<<<<

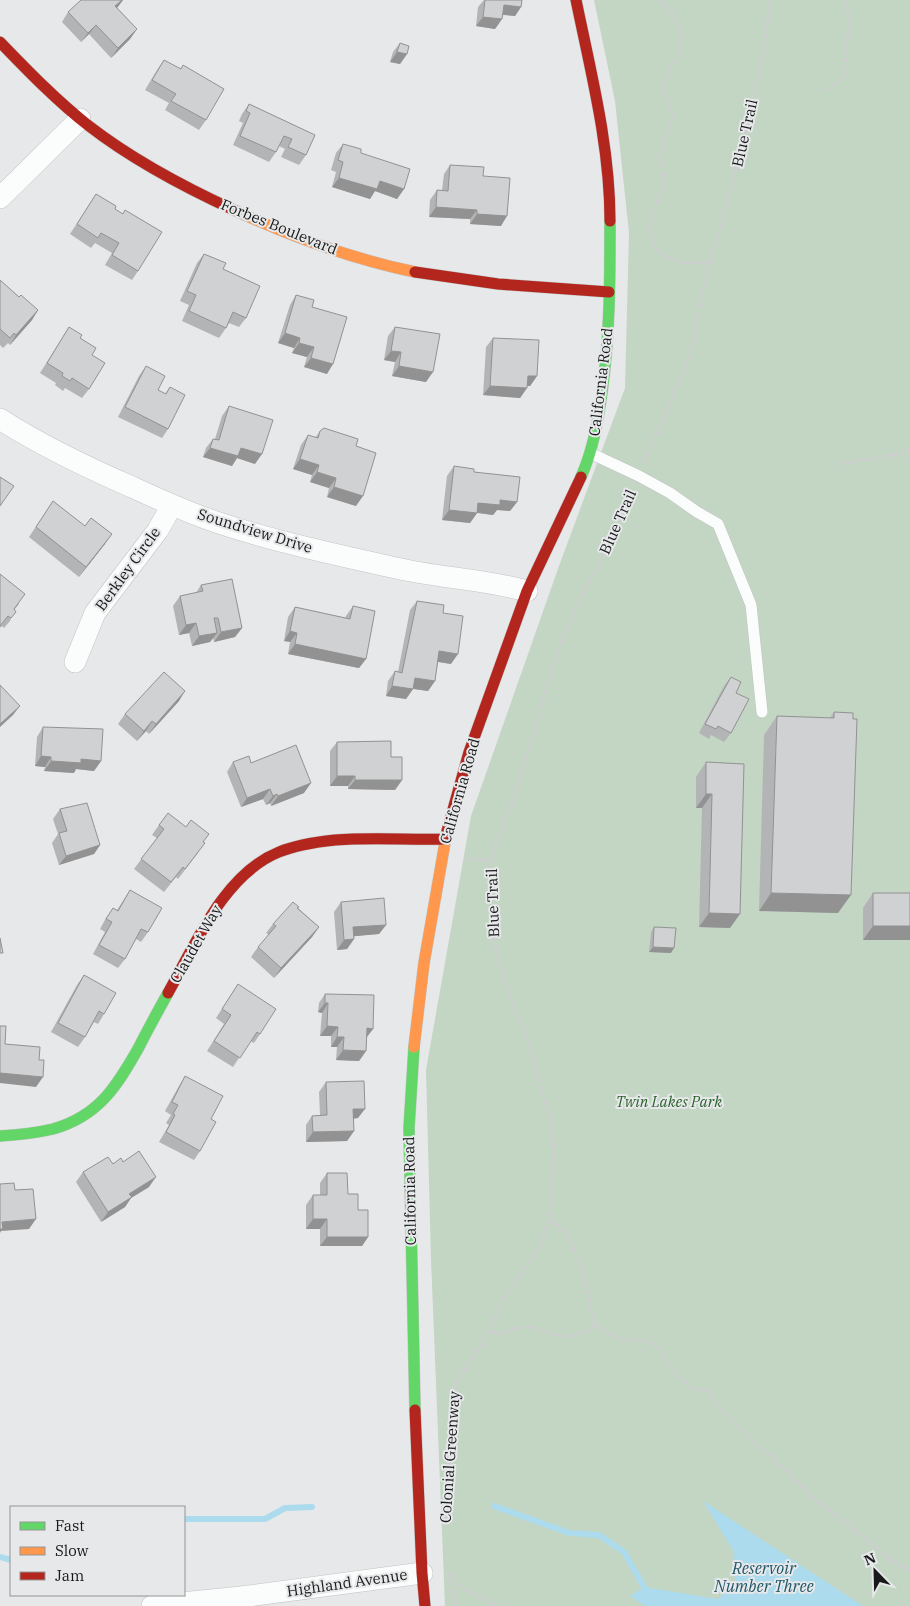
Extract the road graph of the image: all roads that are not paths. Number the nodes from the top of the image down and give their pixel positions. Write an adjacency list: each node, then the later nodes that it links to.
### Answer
1 (576, 0): 5 (main road, California Road)
2 (0, 42): 3 (main road, Forbes Boulevard)
3 (80, 119): 4 (street); 5 (main road, Forbes Boulevard)
4 (0, 198)
5 (609, 292): 7 (main road, California Road)
6 (0, 419): 8 (street, Soundview Drive)
7 (590, 453): 9 (main road, California Road); 11 (lane)
8 (172, 505): 9 (street, Soundview Drive); 10 (street, Berkley Circle)
9 (527, 591): 12 (main road, California Road)
10 (74, 662)
11 (762, 712)
12 (445, 839): 13 (main road, Claudet Way); 14 (main road, California Road)
13 (0, 1136)
14 (422, 1573): 15 (street, Highland Avenue); 16 (main road, California Road)
15 (152, 1606)
16 (425, 1606)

>>>>

▶ _REQUIREMENT_:
Would you please print out all the records above exactly, minus any pictures?

▶ _OUTPUT OF THE EXERCISE_:
Extract the road graph of the image: all roads that are not paths. Number the nodes from the top of the image down and give their pixel positions. Write an adjacency list: each node, then the later nodes that it links to.
### Answer
1 (576, 0): 5 (main road, California Road)
2 (0, 42): 3 (main road, Forbes Boulevard)
3 (80, 119): 4 (street); 5 (main road, Forbes Boulevard)
4 (0, 198)
5 (609, 292): 7 (main road, California Road)
6 (0, 419): 8 (street, Soundview Drive)
7 (590, 453): 9 (main road, California Road); 11 (lane)
8 (172, 505): 9 (street, Soundview Drive); 10 (street, Berkley Circle)
9 (527, 591): 12 (main road, California Road)
10 (74, 662)
11 (762, 712)
12 (445, 839): 13 (main road, Claudet Way); 14 (main road, California Road)
13 (0, 1136)
14 (422, 1573): 15 (street, Highland Avenue); 16 (main road, California Road)
15 (152, 1606)
16 (425, 1606)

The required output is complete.